Néanmoins ce principe seul ne suffit pas pour juger de ce qui doit être reçu pour axiome, car il y a des attributs qui sont véritablement renfermés dans l’idée des choses qui s’en peuvent néanmoins et s’en doivent démontrer, comme l’égalité de tous les angles d’un triangle à deux droits, ou de tous ceux qu’un hexagone à huit droits ; mais il faut prendre garde si l’on n’a besoin que de considérer l’idée d’une chose avec une attention médiocre, pour voir clairement qu’un tel attribut y est renfermé, ou si, de plus, il est nécessaire d’y joindre quelque autre idée pour s’apercevoir de cette liaison.
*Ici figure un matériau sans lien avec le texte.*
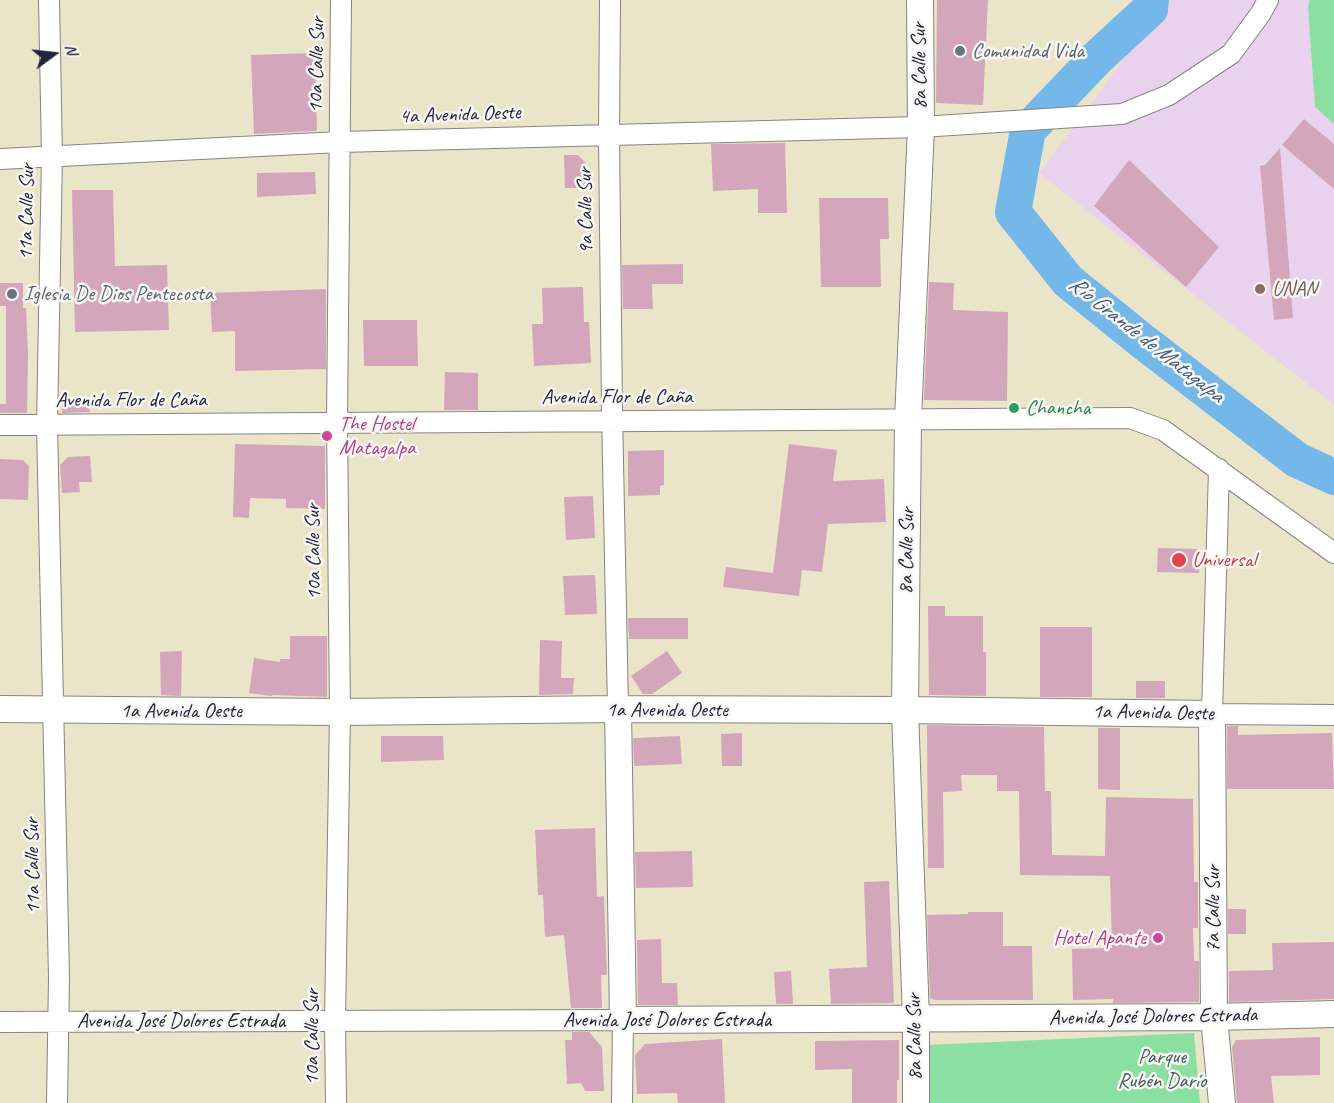 <!DOCTYPE html>
<meta charset="utf-8">
<style>
body{margin:0}
#map{position:relative;width:1334px;height:1103px;overflow:hidden;background:#eae5c9;font-family:Caveat,sans-serif}
canvas{display:block}
.north{position:absolute;left:24px;top:24px;width:60px;height:60px;-webkit-text-stroke:4px #f6f6f2;paint-order:stroke;rotate:75deg;font-size:16px;font-weight:700;line-height:24px;text-align:center;color:#22223b}
.north::after{content:'';display:block;margin:auto;width:21px;height:27px;background:#22223b;clip-path:polygon(50% 0,100% 100%,50% 72%,0 100%)}
</style>
<div id="map">
<canvas width="1334" height="1103"></canvas>
<div class="north">N</div>
</div>
<script>
const ctx = document.querySelector('canvas').getContext('2d');
ctx.lineJoin = 'round';
function paint(path, color) { ctx.fillStyle = color; ctx.fill(path, 'evenodd'); }
const toPath = rows => new Path2D(rows.map(r => 'M' + r).join(''));
function trace(path, color, width, dash) { ctx.strokeStyle = color; ctx.lineWidth = width; ctx.lineCap = dash ? 'butt' : 'round'; ctx.setLineDash(dash || []); ctx.stroke(path); }
function label(font, color, halo, rows, align = 'center') {
  ctx.font = font + ' Caveat,sans-serif'; ctx.lineWidth = 5; ctx.setLineDash([]); ctx.textBaseline = 'middle'; ctx.strokeStyle = halo; ctx.fillStyle = color; for (const [text, x, y, turn = 0] of rows) {
    ctx.save(); ctx.translate(x, y); ctx.rotate((+turn || 0) * Math.PI / 180); ctx.textAlign = isNaN(turn) ? turn : align; if (halo) ctx.strokeText(text, 0, 0); ctx.fillText(text, 0, 0); ctx.restore();
  }
}
paint(toPath([
 [1168,0,1334,0,1334,405,1039,173]
]), '#e9d2ed');
paint(toPath([
 [1310,0,1334,0,1334,124,1315,107,1308,6],
 [1194,1033,1200,1103,929,1103,928,1045]
]), '#8bdfa1');
trace(toPath([
 [1151,0,1150,9,1097,58,1028,130,1013,212,1068,281,1141,340,1297,460,1334,477]
]), '#73b8e9', 36);
paint(toPath([
 [937,0,988,0,983,105,936,103],
 [315,53,317,129,316,131,254,134,251,55],
 [1304,119,1334,144,1334,189,1282,145],
 [785,143,787,213,758,213,758,189,713,191,711,144],
 [1280,148,1293,318,1274,320,1260,166,1265,165],
 [564,155,578,155,586,163,586,188,565,188],
 [1129,160,1219,247,1186,287,1094,206],
 [315,172,316,194,257,197,257,173],
 [72,190,113,190,115,266,167,265,169,330,75,332],
 [819,198,888,198,889,239,880,239,881,287,821,287],
 [683,264,683,284,652,284,653,309,623,309,622,265],
 [929,282,954,283,953,310,1008,312,1007,401,924,400],
 [0,283,23,283,23,308,26,308,28,353,27,413,0,413,0,404,6,404,6,306,0,306],
 [583,287,584,322,589,322,591,363,534,366,532,324,543,324,542,288],
 [326,289,326,369,235,371,235,331,212,332,210,293],
 [363,320,417,320,418,366,364,366],
 [445,372,478,373,478,410,444,410],
 [89,400,90,412,62,413,62,401],
 [235,444,325,446,325,509,286,508,286,499,250,498,249,518,233,517],
 [789,444,837,450,833,481,884,479,886,522,828,524,822,572,802,570,799,596,723,587,726,567,773,573],
 [664,450,664,485,660,486,660,495,628,496,628,451],
 [90,456,92,482,79,482,80,492,62,493,60,465,68,457],
 [0,459,23,460,29,466,28,500,0,499],
 [593,496,595,538,566,540,564,497],
 [1158,548,1200,549,1199,573,1157,572],
 [595,575,597,614,565,615,563,576],
 [928,606,945,606,945,616,983,616,983,652,986,652,986,696,929,695],
 [628,618,688,618,688,639,629,639],
 [1040,627,1092,627,1092,697,1040,697],
 [290,636,327,636,327,697,273,695,271,696,249,693,254,658,280,662,280,659,290,659],
 [540,640,562,641,561,678,574,678,573,694,539,695],
 [182,651,181,696,161,695,160,652],
 [667,651,682,673,652,694,643,694,631,676],
 [1136,681,1165,681,1165,698,1136,698],
 [927,725,1044,727,1045,791,1051,791,1052,855,1105,856,1106,797,1193,799,1194,882,1198,882,1198,928,1193,928,1194,961,1199,961,1199,1002,1113,1003,1113,999,1073,1000,1072,949,1112,948,1110,876,1020,875,1019,791,997,791,997,775,961,775,962,791,943,792,944,868,928,868],
 [1227,726,1238,726,1238,735,1332,733,1334,789,1227,789],
 [1098,728,1120,728,1120,790,1098,789],
 [742,733,742,766,722,766,721,734],
 [381,736,443,736,444,760,381,762],
 [680,736,682,764,634,766,633,738],
 [595,828,597,897,604,896,607,975,601,975,602,1008,571,1008,564,935,545,937,543,895,538,895,535,830],
 [692,851,693,887,636,888,635,852],
 [889,881,894,1003,831,1004,829,969,867,967,864,882],
 [1228,909,1246,909,1246,934,1228,934],
 [968,912,1003,912,1003,946,1032,946,1033,1000,935,1000,930,998,927,915,968,914],
 [661,939,662,983,677,983,678,1005,638,1005,637,940],
 [1334,942,1334,999,1229,1002,1229,971,1273,970,1272,943],
 [791,971,793,1004,776,1004,774,972],
 [572,1032,589,1032,602,1047,604,1091,585,1091,581,1083,567,1084,565,1040,572,1040],
 [1320,1037,1320,1075,1271,1076,1274,1103,1237,1103,1232,1047,1236,1040],
 [722,1039,725,1103,678,1103,677,1093,637,1094,635,1055,645,1044],
 [899,1040,899,1080,897,1080,897,1103,852,1103,852,1069,815,1070,815,1041]
]), '#d3a6bc');
const minor = toPath([
 [49,0,52,156,47,425,59,978,57,1103],
 [610,0,609,135,612,411,618,709],
 [0,159,340,142,921,127,1122,114,1169,95,1231,54,1261,13,1268,0],
 [0,425,1130,418,1163,430,1334,553],
 [1219,469,1212,714,1334,715],
 [0,1022,623,1020,622,1103],
 [336,1103,335,1021,340,712,337,423,341,0]
]);
const tertiary = toPath([
 [0,709,340,712,618,709,905,710,1212,714,1214,1017,1222,1103],
 [618,709,623,1020,1214,1017,1334,1014],
 [916,1103,916,1019,905,710,908,419,921,127,920,0]
]);
trace(minor, '#868482', 22);
trace(tertiary, '#868482', 28);
trace(minor, '#fff', 20);
trace(tertiary, '#fff', 26);
for (const [x, y, r, color] of [
 [960,51,6,"#6b7280"],
 [1260,289,6,"#8d6e63"],
 [12,294,6,"#6b7280"],
 [1014,408,6,"#2e9e5b"],
 [327,436,6,"#d1479c"],
 [1179,560,8,"#e0444e"],
 [1158,938,6,"#d1479c"]
]) { const dot = new Path2D(); dot.arc(x, y, r, 0, 2 * Math.PI); ctx.fillStyle = color; ctx.fill(dot); trace(dot, '#f6f6f2', 2); }
label('21px', '#5b616d', '#f6f6f2', [
 ["Comunidad Vida",972,51],
 ["Iglesia De Dios Pentecosta",24,294]
], 'left');
label('21px', '#22223b', '#f6f6f2', [
 ["10a Calle Sur",317,65,-89],
 ["8a Calle Sur",920,66,-91],
 ["4a Avenida Oeste",460,115,-2],
 ["9a Calle Sur",586,211,-91],
 ["11a Calle Sur",27,212,-89],
 ["Avenida Flor de Caña",617,397],
 ["Avenida Flor de Caña",131,400],
 ["8a Calle Sur",907,551,-89],
 ["10a Calle Sur",314,552,-91],
 ["1a Avenida Oeste",667,710],
 ["1a Avenida Oeste",181,711],
 ["1a Avenida Oeste",1153,713,1],
 ["11a Calle Sur",33,866,-91],
 ["7a Calle Sur",1213,909,-90],
 ["Avenida José Dolores Estrada",1153,1017,-1],
 ["Avenida José Dolores Estrada",667,1020],
 ["Avenida José Dolores Estrada",181,1021],
 ["10a Calle Sur",312,1037,-90],
 ["8a Calle Sur",915,1037,-91]
]);
label('21px', '#785e54', '#f6f6f2', [
 ["UNAN",1272,289]
], 'left');
label('21px', '#27864d', '#f6f6f2', [
 ["Chancha",1026,408]
], 'left');
label('21px', '#b23c85', '#f6f6f2', [
 ["The Hostel",339,424],
 ["Matagalpa",339,448],
 ["Hotel Apante",1146,938,"right"]
], 'left');
label('21px', '#be3a42', '#f6f6f2', [
 ["Universal",1192,560]
], 'left');
label('21px', '#425b5a', '#f6f6f2', [
 ["Parque",1162,1057],
 ["Rubén Darío",1162,1081]
]);
label('italic 22px', '#3e5678', '#f6f6f2', [
 ["Río Grande de Matagalpa",1146,340,38]
]);
</script>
Quand il n’est besoin que de considérer l’idée, la proposition peut être prise pour axiome, surtout si cette considération ne demande qu’une attention médiocre dont tous les esprits ordinaires soient capables : mais si l’on a besoin de quelque autre idée que de l’idée de la chose, c’est une proposition qu’il faut démontrer. Ainsi, l’on peut donner ces deux règles pour les axiomes.

Règle I. Lorsque, pour voir clairement qu’un attribut convient à un sujet, comme pour voir qu’il convient au tout d’être plus grand que sa partie, on n’a besoin que de considérer les deux idées du sujet et de l’attribut avec une médiocre attention, en sorte qu’on ne puisse le faire sans s’apercevoir que l’idée de l’attribut est véritablement renfermée dans l’idée du sujet : on a droit alors de prendre cette proposition pour un axiome qui n’a pas besoin d’être démontré, parce qu’il a de lui-même toute l’évidence que pourrait lui donner la démonstration, qui ne pourrait faire autre chose, sinon de montrer que cet attribut convient au sujet en se servant d’une troisième idée pour montrer cette liaison ; ce qu’on voit déjà sans l’aide d’aucune troisième idée[1].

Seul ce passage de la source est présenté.